# Directions
What is needed is every line of the material that contains "core".

# Given records

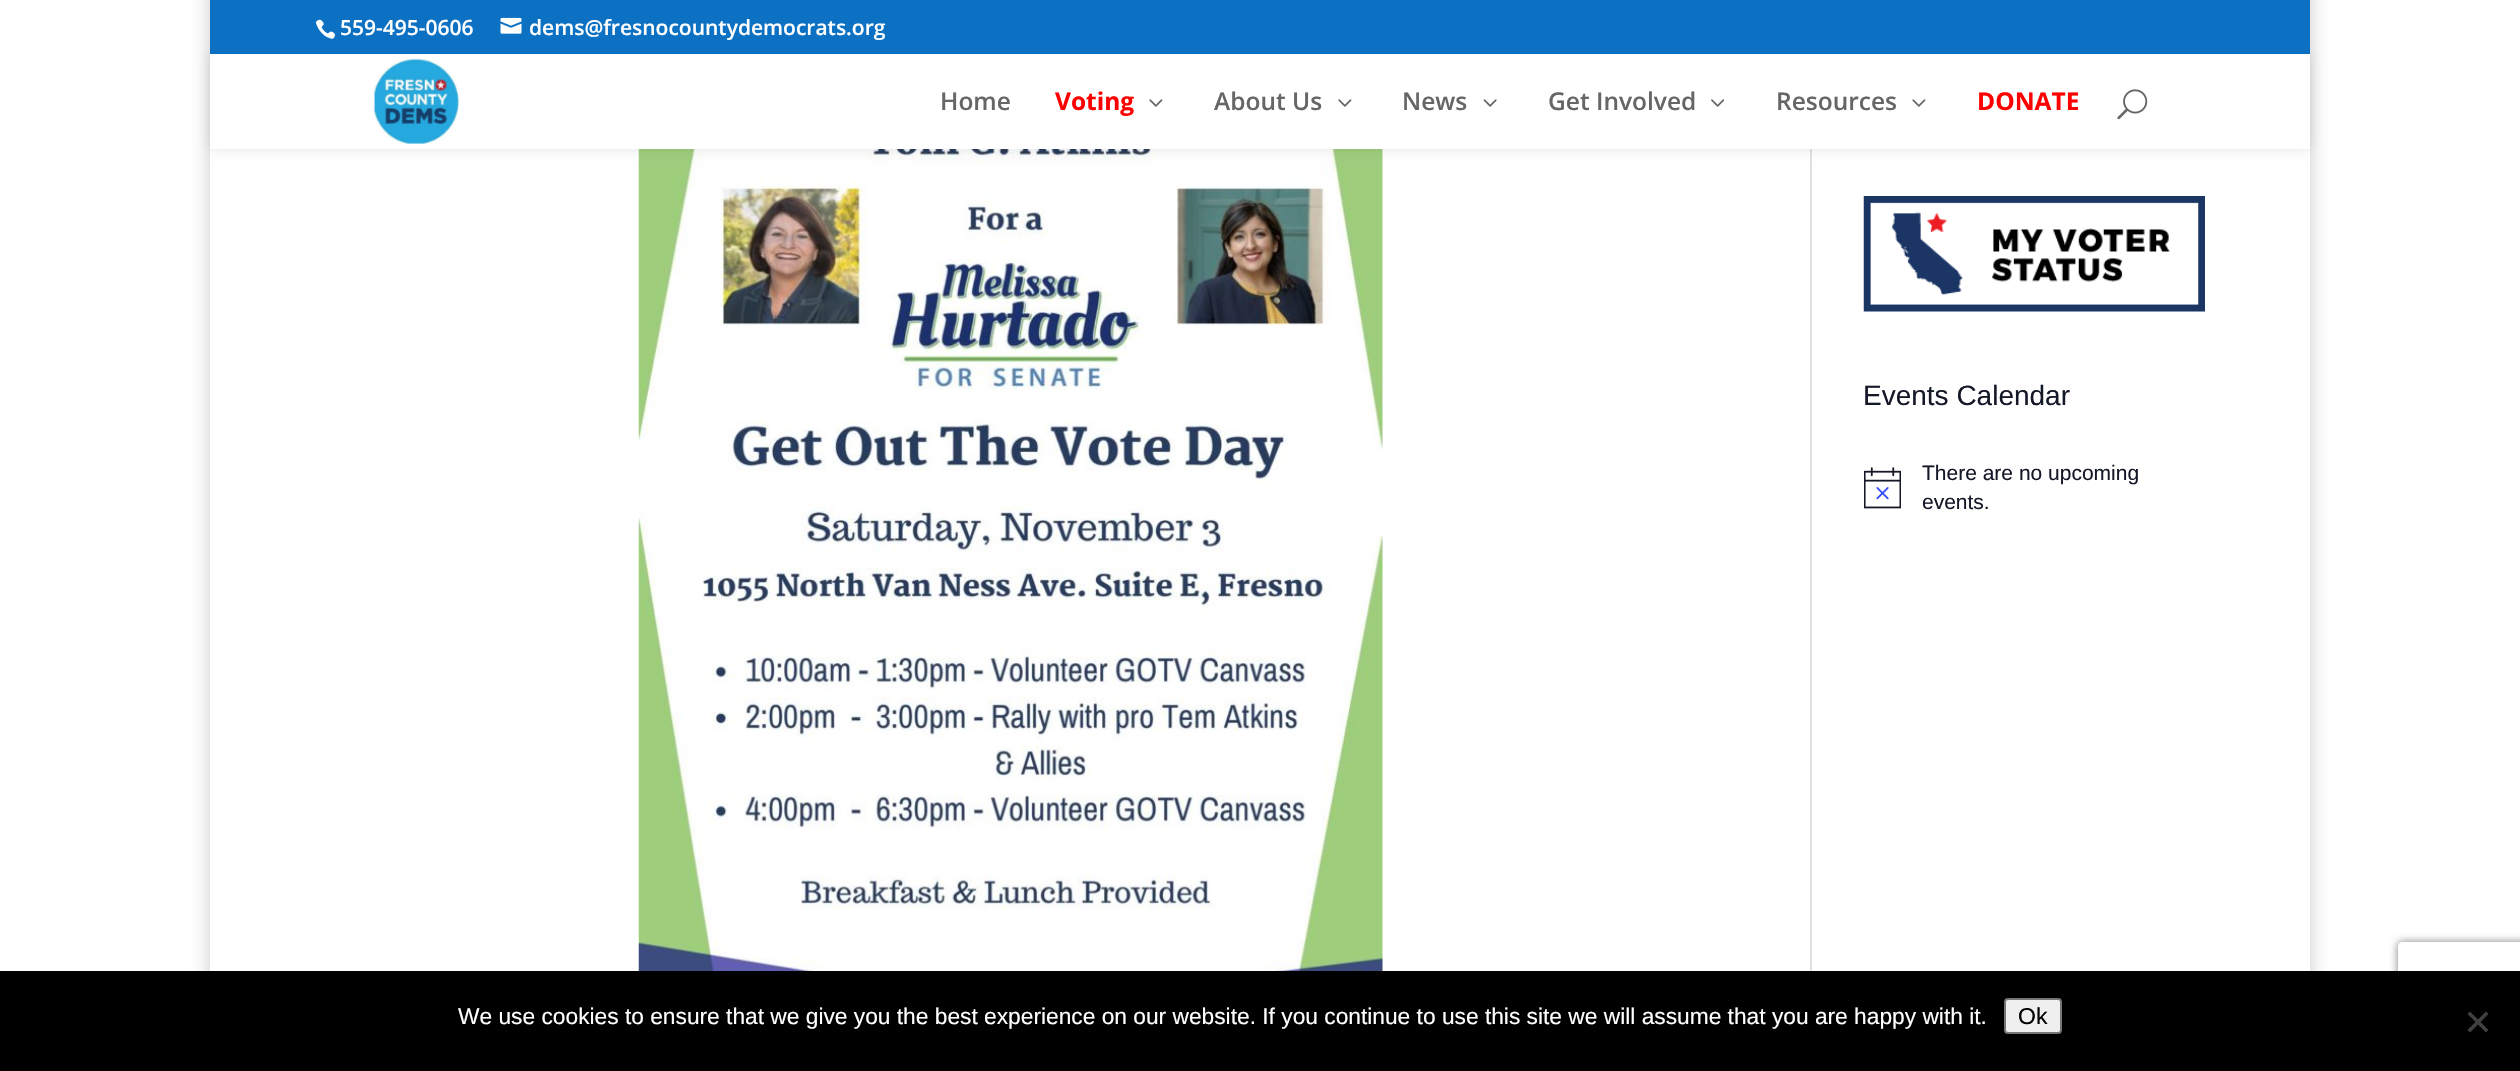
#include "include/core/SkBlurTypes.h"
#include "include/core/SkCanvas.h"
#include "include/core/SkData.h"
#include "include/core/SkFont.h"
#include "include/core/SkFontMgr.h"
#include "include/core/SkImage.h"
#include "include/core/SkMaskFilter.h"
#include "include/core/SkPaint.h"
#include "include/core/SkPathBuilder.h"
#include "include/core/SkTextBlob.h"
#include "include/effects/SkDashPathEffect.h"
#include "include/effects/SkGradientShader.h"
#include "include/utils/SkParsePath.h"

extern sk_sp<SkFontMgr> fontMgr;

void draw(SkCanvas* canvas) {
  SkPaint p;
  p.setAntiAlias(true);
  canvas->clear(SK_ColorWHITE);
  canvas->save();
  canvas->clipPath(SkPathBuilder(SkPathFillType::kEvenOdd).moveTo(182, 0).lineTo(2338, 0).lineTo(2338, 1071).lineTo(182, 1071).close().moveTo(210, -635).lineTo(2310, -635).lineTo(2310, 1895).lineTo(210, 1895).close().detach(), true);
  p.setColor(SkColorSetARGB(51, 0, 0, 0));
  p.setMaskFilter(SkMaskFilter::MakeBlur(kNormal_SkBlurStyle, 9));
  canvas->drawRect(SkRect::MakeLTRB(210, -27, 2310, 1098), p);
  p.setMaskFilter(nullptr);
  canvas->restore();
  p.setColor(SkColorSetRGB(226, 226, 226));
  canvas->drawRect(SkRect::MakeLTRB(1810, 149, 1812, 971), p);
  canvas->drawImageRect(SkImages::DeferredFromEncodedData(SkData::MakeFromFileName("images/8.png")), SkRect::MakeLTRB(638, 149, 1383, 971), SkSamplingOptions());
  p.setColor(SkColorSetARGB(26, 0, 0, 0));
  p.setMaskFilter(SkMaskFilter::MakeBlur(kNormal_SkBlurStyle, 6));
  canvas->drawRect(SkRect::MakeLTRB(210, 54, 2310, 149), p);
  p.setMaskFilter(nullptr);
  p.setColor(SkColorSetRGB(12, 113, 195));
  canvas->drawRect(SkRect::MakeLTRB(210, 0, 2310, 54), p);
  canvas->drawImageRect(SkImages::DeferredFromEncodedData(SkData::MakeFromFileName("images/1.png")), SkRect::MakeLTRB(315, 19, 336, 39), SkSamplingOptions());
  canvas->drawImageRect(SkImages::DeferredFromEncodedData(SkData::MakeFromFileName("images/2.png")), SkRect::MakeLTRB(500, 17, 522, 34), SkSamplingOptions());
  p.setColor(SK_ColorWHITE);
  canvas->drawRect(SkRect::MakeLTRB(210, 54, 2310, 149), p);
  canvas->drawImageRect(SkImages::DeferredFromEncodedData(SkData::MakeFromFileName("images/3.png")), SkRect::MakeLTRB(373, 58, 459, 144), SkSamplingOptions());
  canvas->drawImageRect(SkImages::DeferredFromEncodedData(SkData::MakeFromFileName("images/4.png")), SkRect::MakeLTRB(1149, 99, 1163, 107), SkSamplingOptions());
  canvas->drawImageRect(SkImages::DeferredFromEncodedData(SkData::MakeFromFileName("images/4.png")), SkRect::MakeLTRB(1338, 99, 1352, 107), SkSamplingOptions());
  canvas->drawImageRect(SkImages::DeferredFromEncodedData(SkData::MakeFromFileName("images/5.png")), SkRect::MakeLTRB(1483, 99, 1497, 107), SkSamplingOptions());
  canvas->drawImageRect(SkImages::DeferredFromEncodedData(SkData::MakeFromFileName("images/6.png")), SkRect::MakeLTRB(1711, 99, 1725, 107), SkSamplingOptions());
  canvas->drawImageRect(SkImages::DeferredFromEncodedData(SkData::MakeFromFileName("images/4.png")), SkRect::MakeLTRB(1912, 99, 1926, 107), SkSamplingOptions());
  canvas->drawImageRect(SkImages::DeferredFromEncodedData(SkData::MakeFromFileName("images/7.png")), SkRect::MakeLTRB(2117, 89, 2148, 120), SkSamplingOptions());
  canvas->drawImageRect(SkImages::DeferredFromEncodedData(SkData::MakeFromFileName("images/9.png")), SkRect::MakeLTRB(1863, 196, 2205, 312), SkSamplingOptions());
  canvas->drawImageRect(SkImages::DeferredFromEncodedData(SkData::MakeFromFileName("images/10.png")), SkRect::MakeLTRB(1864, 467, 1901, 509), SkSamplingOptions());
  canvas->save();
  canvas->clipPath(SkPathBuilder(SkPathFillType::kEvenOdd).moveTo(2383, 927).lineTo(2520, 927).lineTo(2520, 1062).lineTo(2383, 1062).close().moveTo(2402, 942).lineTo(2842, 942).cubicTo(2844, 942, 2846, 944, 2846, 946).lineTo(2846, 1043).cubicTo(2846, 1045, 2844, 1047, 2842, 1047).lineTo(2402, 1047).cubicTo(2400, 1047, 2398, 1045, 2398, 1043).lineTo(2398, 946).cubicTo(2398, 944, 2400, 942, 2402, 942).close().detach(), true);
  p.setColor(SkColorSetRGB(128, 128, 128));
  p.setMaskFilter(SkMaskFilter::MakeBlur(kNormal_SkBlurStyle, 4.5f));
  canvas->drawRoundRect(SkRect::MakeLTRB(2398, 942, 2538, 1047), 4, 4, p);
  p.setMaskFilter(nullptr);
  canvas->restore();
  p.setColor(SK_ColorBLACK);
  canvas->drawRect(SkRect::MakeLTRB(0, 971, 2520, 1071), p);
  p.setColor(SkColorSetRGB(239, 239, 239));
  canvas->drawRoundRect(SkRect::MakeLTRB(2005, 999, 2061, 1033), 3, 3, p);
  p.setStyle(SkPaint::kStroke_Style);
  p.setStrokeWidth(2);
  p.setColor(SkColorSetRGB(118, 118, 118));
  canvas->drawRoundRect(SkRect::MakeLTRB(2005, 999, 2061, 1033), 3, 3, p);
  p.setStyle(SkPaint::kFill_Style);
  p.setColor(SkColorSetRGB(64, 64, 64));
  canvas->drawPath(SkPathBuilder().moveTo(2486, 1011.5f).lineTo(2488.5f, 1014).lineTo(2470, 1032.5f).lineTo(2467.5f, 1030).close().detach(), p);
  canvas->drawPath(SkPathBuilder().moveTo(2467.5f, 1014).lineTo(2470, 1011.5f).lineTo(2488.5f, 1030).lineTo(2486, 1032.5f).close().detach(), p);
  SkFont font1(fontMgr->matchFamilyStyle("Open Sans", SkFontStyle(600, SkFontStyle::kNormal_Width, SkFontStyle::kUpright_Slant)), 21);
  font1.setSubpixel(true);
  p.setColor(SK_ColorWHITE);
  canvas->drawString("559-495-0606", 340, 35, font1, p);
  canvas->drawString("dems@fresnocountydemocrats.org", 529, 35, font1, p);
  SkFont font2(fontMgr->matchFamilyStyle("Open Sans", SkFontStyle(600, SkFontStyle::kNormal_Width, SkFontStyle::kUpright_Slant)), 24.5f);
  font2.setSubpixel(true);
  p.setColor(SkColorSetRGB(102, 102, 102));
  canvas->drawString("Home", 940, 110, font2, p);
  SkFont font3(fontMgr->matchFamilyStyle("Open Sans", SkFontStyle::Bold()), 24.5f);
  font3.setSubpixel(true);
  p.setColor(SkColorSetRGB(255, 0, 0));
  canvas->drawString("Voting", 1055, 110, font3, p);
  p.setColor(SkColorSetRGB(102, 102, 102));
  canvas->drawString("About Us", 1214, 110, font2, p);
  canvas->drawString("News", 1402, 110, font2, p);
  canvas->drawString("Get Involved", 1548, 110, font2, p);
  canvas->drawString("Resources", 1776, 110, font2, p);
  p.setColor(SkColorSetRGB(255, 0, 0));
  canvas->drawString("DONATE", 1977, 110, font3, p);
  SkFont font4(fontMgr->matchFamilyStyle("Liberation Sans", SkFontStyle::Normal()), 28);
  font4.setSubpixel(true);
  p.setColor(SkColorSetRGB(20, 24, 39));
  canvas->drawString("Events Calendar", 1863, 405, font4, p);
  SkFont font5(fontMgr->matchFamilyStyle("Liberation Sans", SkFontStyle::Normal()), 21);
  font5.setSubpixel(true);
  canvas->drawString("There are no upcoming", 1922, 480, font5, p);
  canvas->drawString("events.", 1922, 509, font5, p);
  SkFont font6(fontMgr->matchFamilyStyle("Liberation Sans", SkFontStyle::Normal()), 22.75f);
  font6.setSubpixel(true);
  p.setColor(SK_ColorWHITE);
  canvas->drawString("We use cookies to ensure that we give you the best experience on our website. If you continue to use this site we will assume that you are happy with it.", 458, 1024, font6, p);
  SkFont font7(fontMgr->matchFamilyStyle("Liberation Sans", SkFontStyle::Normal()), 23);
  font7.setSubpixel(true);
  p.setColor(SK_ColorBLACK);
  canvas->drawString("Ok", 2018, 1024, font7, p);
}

==

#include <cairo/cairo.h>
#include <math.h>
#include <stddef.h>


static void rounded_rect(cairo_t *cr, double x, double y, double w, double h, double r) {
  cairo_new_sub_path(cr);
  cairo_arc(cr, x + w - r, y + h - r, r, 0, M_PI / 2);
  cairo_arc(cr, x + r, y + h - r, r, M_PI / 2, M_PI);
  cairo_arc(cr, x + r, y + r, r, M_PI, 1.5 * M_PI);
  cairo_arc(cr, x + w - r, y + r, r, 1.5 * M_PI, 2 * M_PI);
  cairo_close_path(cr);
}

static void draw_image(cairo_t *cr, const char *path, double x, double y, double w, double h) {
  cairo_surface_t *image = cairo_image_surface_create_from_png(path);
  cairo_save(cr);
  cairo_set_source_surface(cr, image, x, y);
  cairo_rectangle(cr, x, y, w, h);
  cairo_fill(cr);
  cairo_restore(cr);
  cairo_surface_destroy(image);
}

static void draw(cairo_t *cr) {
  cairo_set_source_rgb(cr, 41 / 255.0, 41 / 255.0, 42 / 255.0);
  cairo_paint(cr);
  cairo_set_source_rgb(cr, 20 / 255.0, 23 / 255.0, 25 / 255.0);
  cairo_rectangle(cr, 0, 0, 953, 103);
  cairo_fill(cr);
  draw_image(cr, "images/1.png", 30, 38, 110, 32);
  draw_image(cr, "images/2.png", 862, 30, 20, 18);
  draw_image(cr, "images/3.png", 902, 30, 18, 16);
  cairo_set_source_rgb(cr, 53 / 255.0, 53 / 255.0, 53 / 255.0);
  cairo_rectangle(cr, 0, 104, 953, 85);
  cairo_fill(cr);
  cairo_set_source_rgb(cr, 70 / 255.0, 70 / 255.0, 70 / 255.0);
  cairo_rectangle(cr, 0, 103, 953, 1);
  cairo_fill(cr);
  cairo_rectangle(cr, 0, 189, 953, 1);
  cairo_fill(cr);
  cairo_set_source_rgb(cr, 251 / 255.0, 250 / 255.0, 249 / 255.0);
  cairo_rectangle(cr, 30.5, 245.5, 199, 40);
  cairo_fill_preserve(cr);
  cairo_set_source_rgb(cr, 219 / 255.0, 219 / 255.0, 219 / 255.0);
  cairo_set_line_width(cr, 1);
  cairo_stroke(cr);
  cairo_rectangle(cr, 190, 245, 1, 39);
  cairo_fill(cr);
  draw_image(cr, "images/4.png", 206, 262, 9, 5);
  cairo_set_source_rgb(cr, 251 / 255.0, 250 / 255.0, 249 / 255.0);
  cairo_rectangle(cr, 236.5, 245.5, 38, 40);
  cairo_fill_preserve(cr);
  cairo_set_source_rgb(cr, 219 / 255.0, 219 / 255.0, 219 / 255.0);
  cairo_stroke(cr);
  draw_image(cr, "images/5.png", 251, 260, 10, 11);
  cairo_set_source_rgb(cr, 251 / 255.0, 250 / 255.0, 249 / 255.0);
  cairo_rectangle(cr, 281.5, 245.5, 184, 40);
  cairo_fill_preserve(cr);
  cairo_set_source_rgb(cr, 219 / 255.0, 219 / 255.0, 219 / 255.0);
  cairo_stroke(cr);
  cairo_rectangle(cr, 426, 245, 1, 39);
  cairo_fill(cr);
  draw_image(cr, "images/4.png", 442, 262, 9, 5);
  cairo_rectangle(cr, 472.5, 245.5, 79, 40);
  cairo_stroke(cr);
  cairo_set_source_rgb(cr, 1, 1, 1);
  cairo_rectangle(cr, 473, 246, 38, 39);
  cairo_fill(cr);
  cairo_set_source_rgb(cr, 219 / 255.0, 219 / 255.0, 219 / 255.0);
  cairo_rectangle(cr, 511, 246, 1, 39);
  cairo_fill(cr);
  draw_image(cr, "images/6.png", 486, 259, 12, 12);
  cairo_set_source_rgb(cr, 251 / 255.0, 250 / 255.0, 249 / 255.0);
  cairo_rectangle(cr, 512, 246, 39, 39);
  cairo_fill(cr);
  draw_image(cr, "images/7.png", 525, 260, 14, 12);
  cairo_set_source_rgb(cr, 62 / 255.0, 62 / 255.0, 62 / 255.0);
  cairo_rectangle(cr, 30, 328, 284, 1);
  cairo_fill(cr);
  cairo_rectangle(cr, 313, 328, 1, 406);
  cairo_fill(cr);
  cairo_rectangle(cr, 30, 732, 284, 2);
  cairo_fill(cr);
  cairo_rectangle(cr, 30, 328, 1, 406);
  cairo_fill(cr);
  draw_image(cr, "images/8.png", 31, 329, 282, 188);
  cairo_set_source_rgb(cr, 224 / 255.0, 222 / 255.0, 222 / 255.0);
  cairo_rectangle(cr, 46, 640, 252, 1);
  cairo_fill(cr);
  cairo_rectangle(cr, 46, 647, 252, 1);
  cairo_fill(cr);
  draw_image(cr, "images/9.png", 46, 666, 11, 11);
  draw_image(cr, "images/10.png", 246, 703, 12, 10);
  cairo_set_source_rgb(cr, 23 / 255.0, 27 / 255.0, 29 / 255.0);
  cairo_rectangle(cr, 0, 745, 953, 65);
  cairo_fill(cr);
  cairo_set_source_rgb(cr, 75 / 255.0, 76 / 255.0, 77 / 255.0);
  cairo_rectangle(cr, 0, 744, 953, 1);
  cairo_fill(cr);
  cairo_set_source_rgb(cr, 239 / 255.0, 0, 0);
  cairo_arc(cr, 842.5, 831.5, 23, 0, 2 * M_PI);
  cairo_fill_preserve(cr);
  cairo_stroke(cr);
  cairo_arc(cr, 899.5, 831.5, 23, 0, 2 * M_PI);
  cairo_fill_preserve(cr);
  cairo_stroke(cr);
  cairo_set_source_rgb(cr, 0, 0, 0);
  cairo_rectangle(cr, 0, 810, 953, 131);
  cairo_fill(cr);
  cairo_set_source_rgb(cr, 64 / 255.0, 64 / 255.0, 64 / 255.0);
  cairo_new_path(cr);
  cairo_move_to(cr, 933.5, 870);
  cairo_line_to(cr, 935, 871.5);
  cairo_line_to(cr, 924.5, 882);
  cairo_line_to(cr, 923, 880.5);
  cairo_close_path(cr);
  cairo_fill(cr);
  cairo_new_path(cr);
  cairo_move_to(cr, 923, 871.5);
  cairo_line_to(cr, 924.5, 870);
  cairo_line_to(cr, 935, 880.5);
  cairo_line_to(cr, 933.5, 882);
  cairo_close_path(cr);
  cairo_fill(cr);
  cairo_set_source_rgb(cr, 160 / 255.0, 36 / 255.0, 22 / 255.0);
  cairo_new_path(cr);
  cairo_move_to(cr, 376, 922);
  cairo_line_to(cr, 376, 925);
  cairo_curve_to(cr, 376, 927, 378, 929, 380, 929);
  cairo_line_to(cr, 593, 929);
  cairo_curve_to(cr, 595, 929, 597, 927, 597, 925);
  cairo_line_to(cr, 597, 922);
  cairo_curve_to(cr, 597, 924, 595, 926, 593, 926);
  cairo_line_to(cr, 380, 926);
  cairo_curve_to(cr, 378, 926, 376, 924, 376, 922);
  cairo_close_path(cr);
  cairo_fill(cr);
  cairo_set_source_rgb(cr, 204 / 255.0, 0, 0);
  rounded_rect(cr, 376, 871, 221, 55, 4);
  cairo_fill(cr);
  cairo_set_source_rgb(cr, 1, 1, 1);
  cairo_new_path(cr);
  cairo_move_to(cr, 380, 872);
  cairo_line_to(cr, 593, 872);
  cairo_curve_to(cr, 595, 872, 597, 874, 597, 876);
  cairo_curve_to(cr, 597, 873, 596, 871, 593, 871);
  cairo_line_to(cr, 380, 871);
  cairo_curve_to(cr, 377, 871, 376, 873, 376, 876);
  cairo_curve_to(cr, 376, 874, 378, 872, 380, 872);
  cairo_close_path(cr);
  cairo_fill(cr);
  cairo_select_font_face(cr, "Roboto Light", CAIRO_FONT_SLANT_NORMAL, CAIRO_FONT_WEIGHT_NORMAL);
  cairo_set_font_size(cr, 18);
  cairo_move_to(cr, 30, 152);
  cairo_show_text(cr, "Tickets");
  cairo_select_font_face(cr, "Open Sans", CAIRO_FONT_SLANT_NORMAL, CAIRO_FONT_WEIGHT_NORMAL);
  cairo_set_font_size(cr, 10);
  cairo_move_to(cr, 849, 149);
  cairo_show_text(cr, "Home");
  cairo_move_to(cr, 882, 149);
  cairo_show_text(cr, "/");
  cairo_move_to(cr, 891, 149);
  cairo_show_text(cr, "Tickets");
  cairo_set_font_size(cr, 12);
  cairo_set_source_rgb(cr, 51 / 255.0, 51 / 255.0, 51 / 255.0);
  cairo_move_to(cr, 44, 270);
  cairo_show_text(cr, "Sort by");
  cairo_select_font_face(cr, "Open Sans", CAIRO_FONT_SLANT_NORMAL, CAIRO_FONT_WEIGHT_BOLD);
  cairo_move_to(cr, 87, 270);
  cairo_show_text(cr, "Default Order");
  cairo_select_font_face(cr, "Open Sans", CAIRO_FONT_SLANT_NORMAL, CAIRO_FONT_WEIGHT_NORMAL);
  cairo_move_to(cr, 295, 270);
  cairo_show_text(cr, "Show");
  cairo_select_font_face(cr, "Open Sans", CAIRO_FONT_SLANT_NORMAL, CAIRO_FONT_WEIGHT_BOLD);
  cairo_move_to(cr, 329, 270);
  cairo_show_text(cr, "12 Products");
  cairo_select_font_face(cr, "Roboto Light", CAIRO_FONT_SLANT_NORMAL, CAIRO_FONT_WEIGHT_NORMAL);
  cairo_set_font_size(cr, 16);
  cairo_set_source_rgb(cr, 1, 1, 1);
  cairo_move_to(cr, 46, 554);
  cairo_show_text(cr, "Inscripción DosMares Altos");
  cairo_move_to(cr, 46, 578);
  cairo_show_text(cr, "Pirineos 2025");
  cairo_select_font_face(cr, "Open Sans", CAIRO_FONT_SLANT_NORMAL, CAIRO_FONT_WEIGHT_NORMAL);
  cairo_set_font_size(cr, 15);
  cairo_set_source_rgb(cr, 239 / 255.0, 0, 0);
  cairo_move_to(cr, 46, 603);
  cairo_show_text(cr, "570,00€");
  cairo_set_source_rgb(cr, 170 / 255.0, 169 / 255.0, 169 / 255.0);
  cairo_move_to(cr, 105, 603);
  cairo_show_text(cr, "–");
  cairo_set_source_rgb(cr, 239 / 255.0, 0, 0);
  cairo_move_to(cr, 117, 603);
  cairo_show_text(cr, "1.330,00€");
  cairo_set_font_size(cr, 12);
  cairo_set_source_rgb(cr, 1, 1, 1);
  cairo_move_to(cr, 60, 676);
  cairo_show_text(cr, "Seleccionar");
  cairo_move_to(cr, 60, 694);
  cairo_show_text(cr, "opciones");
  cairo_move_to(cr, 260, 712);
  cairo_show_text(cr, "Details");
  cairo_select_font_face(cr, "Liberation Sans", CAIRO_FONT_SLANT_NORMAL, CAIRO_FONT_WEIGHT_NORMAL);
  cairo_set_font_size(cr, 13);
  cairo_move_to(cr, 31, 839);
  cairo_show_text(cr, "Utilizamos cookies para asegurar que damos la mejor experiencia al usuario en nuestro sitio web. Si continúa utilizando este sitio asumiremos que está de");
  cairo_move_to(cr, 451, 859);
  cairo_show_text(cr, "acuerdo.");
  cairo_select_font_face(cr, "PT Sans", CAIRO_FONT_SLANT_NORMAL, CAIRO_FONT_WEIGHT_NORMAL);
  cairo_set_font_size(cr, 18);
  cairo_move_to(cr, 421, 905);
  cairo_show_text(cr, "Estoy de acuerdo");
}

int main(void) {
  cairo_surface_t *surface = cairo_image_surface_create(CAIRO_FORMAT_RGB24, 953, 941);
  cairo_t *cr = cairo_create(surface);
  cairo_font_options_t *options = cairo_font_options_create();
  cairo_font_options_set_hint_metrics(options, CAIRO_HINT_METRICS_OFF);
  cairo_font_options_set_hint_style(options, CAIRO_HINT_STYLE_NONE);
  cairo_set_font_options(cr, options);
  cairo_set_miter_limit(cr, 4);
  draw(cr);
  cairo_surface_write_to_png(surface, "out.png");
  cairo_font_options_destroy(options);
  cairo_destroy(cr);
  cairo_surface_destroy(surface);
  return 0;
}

# Answer to the exercise
#include "include/core/SkBlurTypes.h"
#include "include/core/SkCanvas.h"
#include "include/core/SkData.h"
#include "include/core/SkFont.h"
#include "include/core/SkFontMgr.h"
#include "include/core/SkImage.h"
#include "include/core/SkMaskFilter.h"
#include "include/core/SkPaint.h"
#include "include/core/SkPathBuilder.h"
#include "include/core/SkTextBlob.h"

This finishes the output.